In the section on consciousness that ends this chapter, I will try to show that we are immediately aware that our act of consciousness is aware of itself, and that to deny this also would entail its affirmation. What I want to point out here, however, is that it is the reality of the act that forces itself upon us making us incapable of entertaining either its non-existence or the possibility of its non-existence while it exists; it is not some "logical property" of either the act or the mind that does this.

In other words, in investigating whether we are absolutely certain of anything and using our own act of consciousness as its evidence that it is absolutely certain of something (at least itself), we are actually dealing with being in what is close to the absolutely general sense in the beginning of Hegel's Wissenschaft der Logik. It is not quite Hegel's "being," because that is absolutely ineffable, and we have taken the first step and "defined it" for ourselves as "not nothing," giving it a kind of "characteristic."

Now I don't want, really, to be getting into a Hegelian dialectic here (because among other things, I hope to show that the real is both rational and not rational, and--as is more relevant to this particular stage--the rational is both real and not real). What is important, I think, is, first of all, to realize that we have not made a move from the "logical" to the "ontological" order, because the Principle of Contradiction was not a conclusion about what must be true in the "real world" because the "rules of thought say so," but it was a discovery about what you might call the "reality of reality" using the reality which happens to be immediately present to itself in every sense: the reality of being conscious, no matter what the contents of consciousness.

We are not yet at a point where it makes sense to distinguish between "real being" and "the imaginary," where the only "reality" the latter has is that identical reality of the awareness "of it," because there is no "it," really, to be aware of. (That is, when you imagine a unicorn, you are precisely--as we will see--not conscious of a unicorn; you are only conscious of the act of imagining. But this is proleptic.) At the moment, "something" or "reality" or "being" involves at least the reality which is the conscious act itself, and may extend to other things besides just this act; and it may be that by far the most important sense of "being" and what is "real" applies to these objects which are not identical with my consciousness.

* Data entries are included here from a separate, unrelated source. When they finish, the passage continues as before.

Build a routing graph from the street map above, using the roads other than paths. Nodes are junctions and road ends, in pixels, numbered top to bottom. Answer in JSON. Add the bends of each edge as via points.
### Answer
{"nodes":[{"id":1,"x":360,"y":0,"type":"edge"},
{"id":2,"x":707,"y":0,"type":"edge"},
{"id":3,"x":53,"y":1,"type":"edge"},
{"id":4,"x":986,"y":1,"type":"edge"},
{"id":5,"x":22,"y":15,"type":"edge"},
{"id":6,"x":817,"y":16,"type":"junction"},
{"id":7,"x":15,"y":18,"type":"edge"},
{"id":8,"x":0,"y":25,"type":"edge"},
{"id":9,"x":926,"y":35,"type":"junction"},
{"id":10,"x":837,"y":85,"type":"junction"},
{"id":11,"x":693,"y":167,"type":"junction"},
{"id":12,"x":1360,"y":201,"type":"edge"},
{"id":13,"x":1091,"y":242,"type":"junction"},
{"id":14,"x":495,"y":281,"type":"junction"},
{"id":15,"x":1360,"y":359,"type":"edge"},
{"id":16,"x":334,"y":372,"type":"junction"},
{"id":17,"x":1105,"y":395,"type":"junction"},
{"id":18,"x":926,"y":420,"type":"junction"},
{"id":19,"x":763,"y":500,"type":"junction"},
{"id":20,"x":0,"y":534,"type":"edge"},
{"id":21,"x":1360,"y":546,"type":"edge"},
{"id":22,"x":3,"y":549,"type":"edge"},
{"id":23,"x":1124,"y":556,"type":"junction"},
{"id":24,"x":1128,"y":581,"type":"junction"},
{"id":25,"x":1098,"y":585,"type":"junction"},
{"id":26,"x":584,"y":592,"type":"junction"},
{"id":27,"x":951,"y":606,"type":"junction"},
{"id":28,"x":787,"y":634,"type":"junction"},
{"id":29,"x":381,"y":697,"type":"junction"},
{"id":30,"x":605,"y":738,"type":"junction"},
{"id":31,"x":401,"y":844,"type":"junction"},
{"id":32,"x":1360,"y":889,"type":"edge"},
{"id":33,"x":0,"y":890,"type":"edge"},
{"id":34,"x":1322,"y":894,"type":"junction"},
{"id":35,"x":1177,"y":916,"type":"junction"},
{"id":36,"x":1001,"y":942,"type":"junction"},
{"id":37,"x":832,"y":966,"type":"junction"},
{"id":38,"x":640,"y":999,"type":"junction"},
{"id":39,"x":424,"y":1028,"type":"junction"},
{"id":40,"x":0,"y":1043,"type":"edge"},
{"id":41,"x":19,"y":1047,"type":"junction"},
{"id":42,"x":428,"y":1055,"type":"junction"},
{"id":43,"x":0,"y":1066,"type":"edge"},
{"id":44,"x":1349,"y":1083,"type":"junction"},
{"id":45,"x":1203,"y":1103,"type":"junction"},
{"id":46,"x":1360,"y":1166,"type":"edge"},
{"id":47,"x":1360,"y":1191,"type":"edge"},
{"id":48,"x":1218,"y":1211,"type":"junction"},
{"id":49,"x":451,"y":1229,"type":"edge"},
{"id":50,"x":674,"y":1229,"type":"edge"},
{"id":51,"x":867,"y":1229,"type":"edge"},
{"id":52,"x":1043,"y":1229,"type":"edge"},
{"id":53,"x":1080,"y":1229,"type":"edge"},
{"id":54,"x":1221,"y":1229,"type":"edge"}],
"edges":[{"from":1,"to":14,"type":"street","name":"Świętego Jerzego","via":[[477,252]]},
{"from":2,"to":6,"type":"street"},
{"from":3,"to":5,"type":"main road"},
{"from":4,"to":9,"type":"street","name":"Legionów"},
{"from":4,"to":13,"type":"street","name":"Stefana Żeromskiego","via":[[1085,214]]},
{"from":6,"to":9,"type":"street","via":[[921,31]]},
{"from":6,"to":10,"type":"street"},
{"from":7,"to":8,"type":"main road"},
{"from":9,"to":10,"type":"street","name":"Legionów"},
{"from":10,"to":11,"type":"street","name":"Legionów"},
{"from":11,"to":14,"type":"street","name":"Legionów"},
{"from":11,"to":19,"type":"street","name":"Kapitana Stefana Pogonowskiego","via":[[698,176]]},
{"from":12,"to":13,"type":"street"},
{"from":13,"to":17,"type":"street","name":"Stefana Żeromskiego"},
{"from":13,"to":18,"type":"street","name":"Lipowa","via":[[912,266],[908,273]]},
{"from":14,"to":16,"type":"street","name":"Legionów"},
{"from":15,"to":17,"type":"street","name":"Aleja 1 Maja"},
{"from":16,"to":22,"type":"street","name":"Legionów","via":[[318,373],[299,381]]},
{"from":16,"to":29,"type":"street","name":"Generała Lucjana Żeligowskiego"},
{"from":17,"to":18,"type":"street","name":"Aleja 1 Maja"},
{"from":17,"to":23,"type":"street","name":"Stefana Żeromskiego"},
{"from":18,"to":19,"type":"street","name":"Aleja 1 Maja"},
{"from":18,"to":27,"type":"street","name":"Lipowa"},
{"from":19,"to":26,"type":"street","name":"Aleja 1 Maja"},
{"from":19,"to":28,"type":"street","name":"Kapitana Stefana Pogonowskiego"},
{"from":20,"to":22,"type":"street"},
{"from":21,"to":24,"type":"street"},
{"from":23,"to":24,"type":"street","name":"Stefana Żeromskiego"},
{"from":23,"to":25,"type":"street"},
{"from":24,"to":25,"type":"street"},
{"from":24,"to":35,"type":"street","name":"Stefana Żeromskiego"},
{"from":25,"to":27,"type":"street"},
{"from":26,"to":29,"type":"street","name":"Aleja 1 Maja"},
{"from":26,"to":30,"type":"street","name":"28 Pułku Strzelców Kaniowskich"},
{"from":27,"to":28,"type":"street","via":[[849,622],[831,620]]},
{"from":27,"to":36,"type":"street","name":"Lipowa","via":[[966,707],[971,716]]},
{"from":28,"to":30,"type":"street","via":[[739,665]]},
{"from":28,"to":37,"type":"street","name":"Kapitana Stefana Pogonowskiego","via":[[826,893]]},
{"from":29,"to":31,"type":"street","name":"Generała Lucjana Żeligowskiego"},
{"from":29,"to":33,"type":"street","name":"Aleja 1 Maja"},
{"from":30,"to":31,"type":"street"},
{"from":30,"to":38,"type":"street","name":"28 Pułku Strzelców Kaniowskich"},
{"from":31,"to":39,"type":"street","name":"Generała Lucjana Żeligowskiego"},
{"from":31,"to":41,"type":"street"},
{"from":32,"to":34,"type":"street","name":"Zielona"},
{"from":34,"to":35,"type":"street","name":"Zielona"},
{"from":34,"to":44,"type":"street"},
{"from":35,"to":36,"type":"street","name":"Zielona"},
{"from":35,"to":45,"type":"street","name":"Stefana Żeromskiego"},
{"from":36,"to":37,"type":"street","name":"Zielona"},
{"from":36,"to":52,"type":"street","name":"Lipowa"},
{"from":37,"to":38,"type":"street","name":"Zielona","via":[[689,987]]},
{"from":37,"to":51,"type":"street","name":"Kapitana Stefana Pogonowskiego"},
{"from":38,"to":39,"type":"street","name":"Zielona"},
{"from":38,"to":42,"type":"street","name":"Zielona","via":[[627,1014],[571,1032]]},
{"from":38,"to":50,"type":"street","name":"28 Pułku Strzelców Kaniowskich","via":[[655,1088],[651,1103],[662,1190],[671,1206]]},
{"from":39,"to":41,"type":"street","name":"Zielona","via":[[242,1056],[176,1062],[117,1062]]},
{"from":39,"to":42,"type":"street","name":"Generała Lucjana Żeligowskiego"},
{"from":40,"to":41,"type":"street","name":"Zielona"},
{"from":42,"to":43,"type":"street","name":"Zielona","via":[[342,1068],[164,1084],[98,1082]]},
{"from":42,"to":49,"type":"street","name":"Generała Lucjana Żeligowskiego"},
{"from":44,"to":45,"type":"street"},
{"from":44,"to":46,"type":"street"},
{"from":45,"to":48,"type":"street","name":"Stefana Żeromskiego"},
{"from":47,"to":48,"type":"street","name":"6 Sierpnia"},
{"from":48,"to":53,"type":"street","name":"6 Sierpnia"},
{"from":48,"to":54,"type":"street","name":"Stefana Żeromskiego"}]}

So I don't really want to stress the "reality" of consciousness or its "being" at the moment, except to allay the misgivings of those who are afraid that in "the real world" the Principle of Contradiction might not apply, even though it does "in thought." It is because we recognize thought as either the whole of or part of "the real world" that we know the Principle in the first place; it belongs to thought not as thought but as something that it can't simultaneously be nothing.

Next


Notes

1. Actually, as practically everyone who has stated it has pointed out, it should be called the Principle of Non-Contradiction, because it says that there really aren't any contradictions. It's the "Principle of Contradiction" in that it's the principle that deals with contradictions (saying that they can't be facts).